__What to do__
The whole listing below needs to be retyped without a single change.

[[ Provided records open ]]

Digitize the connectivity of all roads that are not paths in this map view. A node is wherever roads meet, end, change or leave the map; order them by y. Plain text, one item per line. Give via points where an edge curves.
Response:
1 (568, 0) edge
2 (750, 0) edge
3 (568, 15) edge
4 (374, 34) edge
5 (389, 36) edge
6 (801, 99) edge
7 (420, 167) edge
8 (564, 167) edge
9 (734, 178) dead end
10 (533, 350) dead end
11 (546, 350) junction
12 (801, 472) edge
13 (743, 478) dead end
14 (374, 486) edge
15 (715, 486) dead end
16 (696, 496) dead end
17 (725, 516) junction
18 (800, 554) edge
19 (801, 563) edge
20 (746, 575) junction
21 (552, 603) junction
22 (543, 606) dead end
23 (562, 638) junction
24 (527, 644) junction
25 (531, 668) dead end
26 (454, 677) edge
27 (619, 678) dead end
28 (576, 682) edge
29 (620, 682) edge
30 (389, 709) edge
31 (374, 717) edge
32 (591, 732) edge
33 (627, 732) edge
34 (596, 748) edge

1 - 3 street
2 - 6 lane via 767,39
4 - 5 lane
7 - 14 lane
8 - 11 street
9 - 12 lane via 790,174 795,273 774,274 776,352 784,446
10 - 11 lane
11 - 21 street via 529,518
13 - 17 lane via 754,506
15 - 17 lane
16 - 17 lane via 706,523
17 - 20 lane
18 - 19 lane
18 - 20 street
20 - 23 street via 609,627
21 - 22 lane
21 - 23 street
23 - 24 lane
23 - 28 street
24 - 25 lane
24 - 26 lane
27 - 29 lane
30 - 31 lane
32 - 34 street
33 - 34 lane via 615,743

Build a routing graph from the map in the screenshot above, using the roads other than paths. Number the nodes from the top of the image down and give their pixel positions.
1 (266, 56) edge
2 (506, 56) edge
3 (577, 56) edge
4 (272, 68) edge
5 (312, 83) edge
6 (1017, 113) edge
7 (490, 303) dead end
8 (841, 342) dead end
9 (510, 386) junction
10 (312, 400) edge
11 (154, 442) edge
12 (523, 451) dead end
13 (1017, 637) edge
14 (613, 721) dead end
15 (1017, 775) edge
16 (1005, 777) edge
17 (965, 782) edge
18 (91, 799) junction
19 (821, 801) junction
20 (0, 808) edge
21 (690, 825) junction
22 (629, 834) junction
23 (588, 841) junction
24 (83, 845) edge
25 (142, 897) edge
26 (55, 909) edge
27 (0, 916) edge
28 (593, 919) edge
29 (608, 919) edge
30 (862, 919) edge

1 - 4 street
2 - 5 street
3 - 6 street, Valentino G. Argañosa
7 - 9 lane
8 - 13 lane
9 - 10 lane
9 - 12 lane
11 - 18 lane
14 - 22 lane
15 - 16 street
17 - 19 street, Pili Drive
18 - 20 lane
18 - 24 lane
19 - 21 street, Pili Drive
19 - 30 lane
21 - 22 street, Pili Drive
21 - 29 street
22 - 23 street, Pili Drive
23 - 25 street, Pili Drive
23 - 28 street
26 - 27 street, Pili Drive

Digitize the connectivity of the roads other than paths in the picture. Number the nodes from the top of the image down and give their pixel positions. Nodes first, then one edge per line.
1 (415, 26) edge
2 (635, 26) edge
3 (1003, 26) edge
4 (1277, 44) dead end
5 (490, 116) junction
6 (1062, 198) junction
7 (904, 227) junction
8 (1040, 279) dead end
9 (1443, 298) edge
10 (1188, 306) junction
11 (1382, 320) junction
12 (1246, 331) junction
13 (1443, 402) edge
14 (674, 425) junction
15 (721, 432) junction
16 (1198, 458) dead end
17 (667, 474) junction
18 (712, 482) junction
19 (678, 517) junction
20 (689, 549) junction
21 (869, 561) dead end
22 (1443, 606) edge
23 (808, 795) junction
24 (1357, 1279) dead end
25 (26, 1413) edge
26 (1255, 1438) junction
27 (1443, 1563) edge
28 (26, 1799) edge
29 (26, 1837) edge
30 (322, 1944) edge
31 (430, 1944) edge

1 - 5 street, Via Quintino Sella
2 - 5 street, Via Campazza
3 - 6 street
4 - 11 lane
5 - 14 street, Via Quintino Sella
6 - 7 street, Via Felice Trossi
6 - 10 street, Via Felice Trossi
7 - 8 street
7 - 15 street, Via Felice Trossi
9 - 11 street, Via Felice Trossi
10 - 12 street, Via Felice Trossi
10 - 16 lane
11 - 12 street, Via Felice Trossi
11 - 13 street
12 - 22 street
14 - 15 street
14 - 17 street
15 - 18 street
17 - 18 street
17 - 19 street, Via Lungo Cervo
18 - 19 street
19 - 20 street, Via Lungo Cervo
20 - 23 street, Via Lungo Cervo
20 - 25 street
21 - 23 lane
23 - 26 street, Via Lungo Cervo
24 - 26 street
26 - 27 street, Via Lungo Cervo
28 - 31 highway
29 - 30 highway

[[ Provided records closed ]]

__Your response__
Digitize the connectivity of all roads that are not paths in this map view. A node is wherever roads meet, end, change or leave the map; order them by y. Plain text, one item per line. Give via points where an edge curves.
Response:
1 (568, 0) edge
2 (750, 0) edge
3 (568, 15) edge
4 (374, 34) edge
5 (389, 36) edge
6 (801, 99) edge
7 (420, 167) edge
8 (564, 167) edge
9 (734, 178) dead end
10 (533, 350) dead end
11 (546, 350) junction
12 (801, 472) edge
13 (743, 478) dead end
14 (374, 486) edge
15 (715, 486) dead end
16 (696, 496) dead end
17 (725, 516) junction
18 (800, 554) edge
19 (801, 563) edge
20 (746, 575) junction
21 (552, 603) junction
22 (543, 606) dead end
23 (562, 638) junction
24 (527, 644) junction
25 (531, 668) dead end
26 (454, 677) edge
27 (619, 678) dead end
28 (576, 682) edge
29 (620, 682) edge
30 (389, 709) edge
31 (374, 717) edge
32 (591, 732) edge
33 (627, 732) edge
34 (596, 748) edge

1 - 3 street
2 - 6 lane via 767,39
4 - 5 lane
7 - 14 lane
8 - 11 street
9 - 12 lane via 790,174 795,273 774,274 776,352 784,446
10 - 11 lane
11 - 21 street via 529,518
13 - 17 lane via 754,506
15 - 17 lane
16 - 17 lane via 706,523
17 - 20 lane
18 - 19 lane
18 - 20 street
20 - 23 street via 609,627
21 - 22 lane
21 - 23 street
23 - 24 lane
23 - 28 street
24 - 25 lane
24 - 26 lane
27 - 29 lane
30 - 31 lane
32 - 34 street
33 - 34 lane via 615,743

Build a routing graph from the map in the screenshot above, using the roads other than paths. Number the nodes from the top of the image down and give their pixel positions.
1 (266, 56) edge
2 (506, 56) edge
3 (577, 56) edge
4 (272, 68) edge
5 (312, 83) edge
6 (1017, 113) edge
7 (490, 303) dead end
8 (841, 342) dead end
9 (510, 386) junction
10 (312, 400) edge
11 (154, 442) edge
12 (523, 451) dead end
13 (1017, 637) edge
14 (613, 721) dead end
15 (1017, 775) edge
16 (1005, 777) edge
17 (965, 782) edge
18 (91, 799) junction
19 (821, 801) junction
20 (0, 808) edge
21 (690, 825) junction
22 (629, 834) junction
23 (588, 841) junction
24 (83, 845) edge
25 (142, 897) edge
26 (55, 909) edge
27 (0, 916) edge
28 (593, 919) edge
29 (608, 919) edge
30 (862, 919) edge

1 - 4 street
2 - 5 street
3 - 6 street, Valentino G. Argañosa
7 - 9 lane
8 - 13 lane
9 - 10 lane
9 - 12 lane
11 - 18 lane
14 - 22 lane
15 - 16 street
17 - 19 street, Pili Drive
18 - 20 lane
18 - 24 lane
19 - 21 street, Pili Drive
19 - 30 lane
21 - 22 street, Pili Drive
21 - 29 street
22 - 23 street, Pili Drive
23 - 25 street, Pili Drive
23 - 28 street
26 - 27 street, Pili Drive

Digitize the connectivity of the roads other than paths in the picture. Number the nodes from the top of the image down and give their pixel positions. Nodes first, then one edge per line.
1 (415, 26) edge
2 (635, 26) edge
3 (1003, 26) edge
4 (1277, 44) dead end
5 (490, 116) junction
6 (1062, 198) junction
7 (904, 227) junction
8 (1040, 279) dead end
9 (1443, 298) edge
10 (1188, 306) junction
11 (1382, 320) junction
12 (1246, 331) junction
13 (1443, 402) edge
14 (674, 425) junction
15 (721, 432) junction
16 (1198, 458) dead end
17 (667, 474) junction
18 (712, 482) junction
19 (678, 517) junction
20 (689, 549) junction
21 (869, 561) dead end
22 (1443, 606) edge
23 (808, 795) junction
24 (1357, 1279) dead end
25 (26, 1413) edge
26 (1255, 1438) junction
27 (1443, 1563) edge
28 (26, 1799) edge
29 (26, 1837) edge
30 (322, 1944) edge
31 (430, 1944) edge

1 - 5 street, Via Quintino Sella
2 - 5 street, Via Campazza
3 - 6 street
4 - 11 lane
5 - 14 street, Via Quintino Sella
6 - 7 street, Via Felice Trossi
6 - 10 street, Via Felice Trossi
7 - 8 street
7 - 15 street, Via Felice Trossi
9 - 11 street, Via Felice Trossi
10 - 12 street, Via Felice Trossi
10 - 16 lane
11 - 12 street, Via Felice Trossi
11 - 13 street
12 - 22 street
14 - 15 street
14 - 17 street
15 - 18 street
17 - 18 street
17 - 19 street, Via Lungo Cervo
18 - 19 street
19 - 20 street, Via Lungo Cervo
20 - 23 street, Via Lungo Cervo
20 - 25 street
21 - 23 lane
23 - 26 street, Via Lungo Cervo
24 - 26 street
26 - 27 street, Via Lungo Cervo
28 - 31 highway
29 - 30 highway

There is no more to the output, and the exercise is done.